[Required action]: Where the records below reach the line containing "filter:drop-shadow(1px 0 #7690ad)", start transcribing, and end with the line containing "height:28px; margin:-14px; padding:0", exactly and with nothing else added.

Stored data

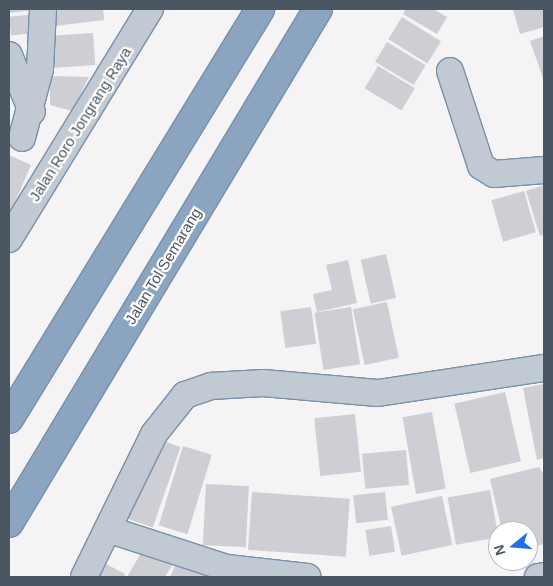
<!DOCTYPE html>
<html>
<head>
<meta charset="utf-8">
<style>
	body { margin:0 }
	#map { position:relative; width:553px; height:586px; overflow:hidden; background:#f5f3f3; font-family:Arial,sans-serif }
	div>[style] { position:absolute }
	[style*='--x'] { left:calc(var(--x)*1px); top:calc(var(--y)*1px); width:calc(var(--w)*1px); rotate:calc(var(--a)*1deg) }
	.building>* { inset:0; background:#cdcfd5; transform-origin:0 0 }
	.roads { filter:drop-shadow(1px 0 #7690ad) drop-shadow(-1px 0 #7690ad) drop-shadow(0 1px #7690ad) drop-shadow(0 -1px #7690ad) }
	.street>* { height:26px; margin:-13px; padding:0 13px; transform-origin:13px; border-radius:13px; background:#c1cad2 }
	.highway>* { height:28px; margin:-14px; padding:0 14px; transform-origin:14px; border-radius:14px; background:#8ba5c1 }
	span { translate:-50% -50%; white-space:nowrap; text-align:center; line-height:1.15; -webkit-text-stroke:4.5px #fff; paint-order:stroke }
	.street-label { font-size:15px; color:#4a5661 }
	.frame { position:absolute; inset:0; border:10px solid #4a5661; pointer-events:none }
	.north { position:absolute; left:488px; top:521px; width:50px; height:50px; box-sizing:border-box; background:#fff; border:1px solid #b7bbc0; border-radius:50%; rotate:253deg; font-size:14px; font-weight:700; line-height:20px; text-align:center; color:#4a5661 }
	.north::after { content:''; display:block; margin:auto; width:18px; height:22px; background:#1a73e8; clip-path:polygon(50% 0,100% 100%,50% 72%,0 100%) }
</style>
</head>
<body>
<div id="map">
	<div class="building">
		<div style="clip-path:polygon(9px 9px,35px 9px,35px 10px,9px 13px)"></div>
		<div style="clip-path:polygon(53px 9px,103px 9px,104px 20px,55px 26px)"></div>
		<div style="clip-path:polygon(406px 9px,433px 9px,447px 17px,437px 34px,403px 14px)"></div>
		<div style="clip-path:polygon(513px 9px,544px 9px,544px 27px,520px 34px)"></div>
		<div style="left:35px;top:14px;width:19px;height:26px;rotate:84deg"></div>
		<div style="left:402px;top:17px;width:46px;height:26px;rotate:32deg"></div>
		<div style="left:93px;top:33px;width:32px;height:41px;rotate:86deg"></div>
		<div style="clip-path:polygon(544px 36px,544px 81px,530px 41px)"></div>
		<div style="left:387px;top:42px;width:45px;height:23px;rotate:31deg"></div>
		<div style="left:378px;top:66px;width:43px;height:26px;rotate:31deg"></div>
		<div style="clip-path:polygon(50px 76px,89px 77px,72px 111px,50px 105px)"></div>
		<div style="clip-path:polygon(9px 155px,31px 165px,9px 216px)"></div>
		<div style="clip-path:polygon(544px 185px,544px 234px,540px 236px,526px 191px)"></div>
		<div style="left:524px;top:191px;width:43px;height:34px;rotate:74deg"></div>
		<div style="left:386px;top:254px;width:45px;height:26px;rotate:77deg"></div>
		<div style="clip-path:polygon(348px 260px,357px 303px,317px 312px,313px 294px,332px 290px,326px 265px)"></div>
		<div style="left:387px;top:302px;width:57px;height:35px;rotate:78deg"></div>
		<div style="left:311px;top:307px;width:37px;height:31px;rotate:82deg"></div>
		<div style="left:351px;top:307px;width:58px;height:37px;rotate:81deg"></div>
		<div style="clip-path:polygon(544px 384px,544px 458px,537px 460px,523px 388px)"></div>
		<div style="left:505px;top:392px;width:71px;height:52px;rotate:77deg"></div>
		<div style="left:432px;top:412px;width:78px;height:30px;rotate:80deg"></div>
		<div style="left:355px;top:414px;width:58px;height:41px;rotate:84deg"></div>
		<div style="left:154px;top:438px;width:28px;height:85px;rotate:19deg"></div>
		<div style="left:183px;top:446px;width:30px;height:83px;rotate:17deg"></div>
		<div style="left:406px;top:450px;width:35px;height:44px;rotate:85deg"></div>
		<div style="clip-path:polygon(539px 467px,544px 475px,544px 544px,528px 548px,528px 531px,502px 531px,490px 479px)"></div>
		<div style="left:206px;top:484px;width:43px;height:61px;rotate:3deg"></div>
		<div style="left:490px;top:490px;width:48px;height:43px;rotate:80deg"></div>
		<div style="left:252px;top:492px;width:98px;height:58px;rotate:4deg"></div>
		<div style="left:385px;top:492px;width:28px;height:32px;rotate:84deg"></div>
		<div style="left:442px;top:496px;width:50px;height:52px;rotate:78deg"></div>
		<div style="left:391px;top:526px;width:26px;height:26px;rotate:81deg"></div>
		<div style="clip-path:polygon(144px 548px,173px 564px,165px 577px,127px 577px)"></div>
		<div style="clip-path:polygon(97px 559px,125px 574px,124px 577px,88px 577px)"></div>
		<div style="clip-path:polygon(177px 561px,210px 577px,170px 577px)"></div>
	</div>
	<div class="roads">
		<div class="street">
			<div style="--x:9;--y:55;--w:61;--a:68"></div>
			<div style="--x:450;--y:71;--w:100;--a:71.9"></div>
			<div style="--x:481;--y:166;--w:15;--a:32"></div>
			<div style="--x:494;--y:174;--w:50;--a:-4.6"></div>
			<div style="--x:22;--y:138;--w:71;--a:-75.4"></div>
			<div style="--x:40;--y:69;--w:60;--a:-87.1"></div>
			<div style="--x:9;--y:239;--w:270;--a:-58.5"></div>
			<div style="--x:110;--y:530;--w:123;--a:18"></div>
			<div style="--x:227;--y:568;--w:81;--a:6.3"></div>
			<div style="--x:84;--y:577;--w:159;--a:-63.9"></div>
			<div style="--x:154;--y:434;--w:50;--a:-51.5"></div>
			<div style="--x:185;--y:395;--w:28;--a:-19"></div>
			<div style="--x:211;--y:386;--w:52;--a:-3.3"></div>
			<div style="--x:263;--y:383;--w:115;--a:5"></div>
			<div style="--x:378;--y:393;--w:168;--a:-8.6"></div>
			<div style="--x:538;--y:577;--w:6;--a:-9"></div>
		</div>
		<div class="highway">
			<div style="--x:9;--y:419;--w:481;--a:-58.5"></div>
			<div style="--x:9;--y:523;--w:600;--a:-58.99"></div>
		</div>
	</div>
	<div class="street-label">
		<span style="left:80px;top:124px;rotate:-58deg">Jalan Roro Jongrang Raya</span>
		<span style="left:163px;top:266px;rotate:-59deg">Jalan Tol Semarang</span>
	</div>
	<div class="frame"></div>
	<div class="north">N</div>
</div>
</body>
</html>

[Solution to this problem]:
	.roads { filter:drop-shadow(1px 0 #7690ad) drop-shadow(-1px 0 #7690ad) drop-shadow(0 1px #7690ad) drop-shadow(0 -1px #7690ad) }
	.street>* { height:26px; margin:-13px; padding:0 13px; transform-origin:13px; border-radius:13px; background:#c1cad2 }
	.highway>* { height:28px; margin:-14px; padding:0 14px; transform-origin:14px; border-radius:14px; background:#8ba5c1 }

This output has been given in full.